Primo Central Index from ExLibris as a black box for the buzy librarians

One of the main expert fields for libraries, especially research libraries, is metadata. Libraries, or more exactly librarians, know what problems there are if the metadata are insufficient and we also know what efforts it takes to keep it clean.

At the IGELU 2013 coneference in Berlin the opening keynote speaker Michael Cotta-Schønberg, Director of the University Library in Copenhagen and Dep. Director of the Danish National Library, mentioned the future profession: metadata cleaner. We already have them but this far they’ve been mainly called cataloguers, but we have digital librarians working with metadata also. In late 60s computer programmer Henriette Avram invented MARC format to get some structure of the metadata.
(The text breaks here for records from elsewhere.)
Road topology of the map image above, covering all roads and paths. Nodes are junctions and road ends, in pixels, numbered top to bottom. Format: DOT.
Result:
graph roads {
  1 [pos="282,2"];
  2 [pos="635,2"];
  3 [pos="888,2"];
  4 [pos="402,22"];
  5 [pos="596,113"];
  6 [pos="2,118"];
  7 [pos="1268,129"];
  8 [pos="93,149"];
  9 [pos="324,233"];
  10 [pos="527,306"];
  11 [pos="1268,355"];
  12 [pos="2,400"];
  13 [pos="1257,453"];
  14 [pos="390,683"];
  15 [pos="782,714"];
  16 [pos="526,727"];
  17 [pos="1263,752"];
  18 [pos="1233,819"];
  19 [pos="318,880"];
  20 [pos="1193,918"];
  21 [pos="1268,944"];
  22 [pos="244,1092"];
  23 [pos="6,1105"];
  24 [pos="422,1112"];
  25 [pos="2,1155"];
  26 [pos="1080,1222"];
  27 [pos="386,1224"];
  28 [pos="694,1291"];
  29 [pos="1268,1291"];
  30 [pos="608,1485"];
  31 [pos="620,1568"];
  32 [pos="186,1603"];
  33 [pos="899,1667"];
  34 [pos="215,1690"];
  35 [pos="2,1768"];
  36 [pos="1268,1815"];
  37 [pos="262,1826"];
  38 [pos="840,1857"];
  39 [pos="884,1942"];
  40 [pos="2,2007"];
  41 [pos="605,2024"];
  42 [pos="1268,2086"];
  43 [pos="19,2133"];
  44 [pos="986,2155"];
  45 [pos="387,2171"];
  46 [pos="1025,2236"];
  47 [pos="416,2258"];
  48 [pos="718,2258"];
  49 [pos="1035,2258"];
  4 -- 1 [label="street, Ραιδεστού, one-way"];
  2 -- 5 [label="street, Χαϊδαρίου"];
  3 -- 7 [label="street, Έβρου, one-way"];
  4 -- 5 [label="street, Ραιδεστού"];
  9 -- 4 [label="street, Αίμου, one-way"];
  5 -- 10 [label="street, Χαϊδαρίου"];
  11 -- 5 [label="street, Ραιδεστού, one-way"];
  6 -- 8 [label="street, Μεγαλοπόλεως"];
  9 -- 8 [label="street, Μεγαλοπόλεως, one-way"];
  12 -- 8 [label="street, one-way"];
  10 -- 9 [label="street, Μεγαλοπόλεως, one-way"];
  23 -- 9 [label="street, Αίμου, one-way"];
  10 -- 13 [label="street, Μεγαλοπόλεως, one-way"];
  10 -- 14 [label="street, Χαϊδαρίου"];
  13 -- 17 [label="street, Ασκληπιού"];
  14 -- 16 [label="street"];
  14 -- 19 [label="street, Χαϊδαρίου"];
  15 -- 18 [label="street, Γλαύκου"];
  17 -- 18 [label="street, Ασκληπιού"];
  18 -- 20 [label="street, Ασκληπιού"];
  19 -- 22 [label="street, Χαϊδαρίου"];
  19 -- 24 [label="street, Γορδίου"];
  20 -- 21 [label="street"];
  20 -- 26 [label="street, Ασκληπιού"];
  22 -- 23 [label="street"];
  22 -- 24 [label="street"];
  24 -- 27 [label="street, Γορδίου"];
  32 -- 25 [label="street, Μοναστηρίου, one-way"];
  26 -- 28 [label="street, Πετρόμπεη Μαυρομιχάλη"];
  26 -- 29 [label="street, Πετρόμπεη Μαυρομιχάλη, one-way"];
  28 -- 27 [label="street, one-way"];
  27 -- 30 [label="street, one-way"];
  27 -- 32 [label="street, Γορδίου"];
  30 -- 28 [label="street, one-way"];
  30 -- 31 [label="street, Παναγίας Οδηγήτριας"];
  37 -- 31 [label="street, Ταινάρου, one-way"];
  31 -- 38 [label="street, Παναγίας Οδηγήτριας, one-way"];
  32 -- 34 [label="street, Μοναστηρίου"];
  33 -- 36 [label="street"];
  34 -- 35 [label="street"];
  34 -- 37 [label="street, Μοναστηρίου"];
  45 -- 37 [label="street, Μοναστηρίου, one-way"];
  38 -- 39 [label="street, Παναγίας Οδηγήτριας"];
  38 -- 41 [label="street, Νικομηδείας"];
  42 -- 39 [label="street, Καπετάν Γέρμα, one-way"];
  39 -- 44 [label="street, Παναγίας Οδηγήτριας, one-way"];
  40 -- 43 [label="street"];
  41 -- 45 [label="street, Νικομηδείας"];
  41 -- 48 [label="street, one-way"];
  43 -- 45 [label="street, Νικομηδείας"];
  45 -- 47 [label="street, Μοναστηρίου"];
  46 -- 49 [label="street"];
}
It still dominates in libraries but as a format it’s really not enough to describe electronic documents, thats why XML as a tool for different applications have made its entry into the (library) world.

The need of a central datawell is huge in the library world and libraries having the discovery tool Primo has Primo Central Index(PCI). Though it’s just in its infancy and far from optimal still. Librarians love metadata, librarians love having different opinions on metadata, librarians also love autonomy, still librarians love to cooperate with other librarians to solve common problems, but if they not agree they love to make local adjustments. It’s like in the Linux world. If you don’t like the latest developments of you favourite distribution you can clone it and make your own version due to FOSS!

So, how does this refer to Primo Central. In Primo you can build your own pipes, meaning you’re harvesting for example your own catalogue or maybe your own repository. Fine. You set up your own normalization rules, like which fields from this format (MARC, MODS, DC etc) should be written to that pnx fields. This takes some efforts and for smaller libraries, even if they have the competence, it’s time consuming. So, let ExLibris harvest your repository in Primo Central Index and set up the normalization rules. Fine.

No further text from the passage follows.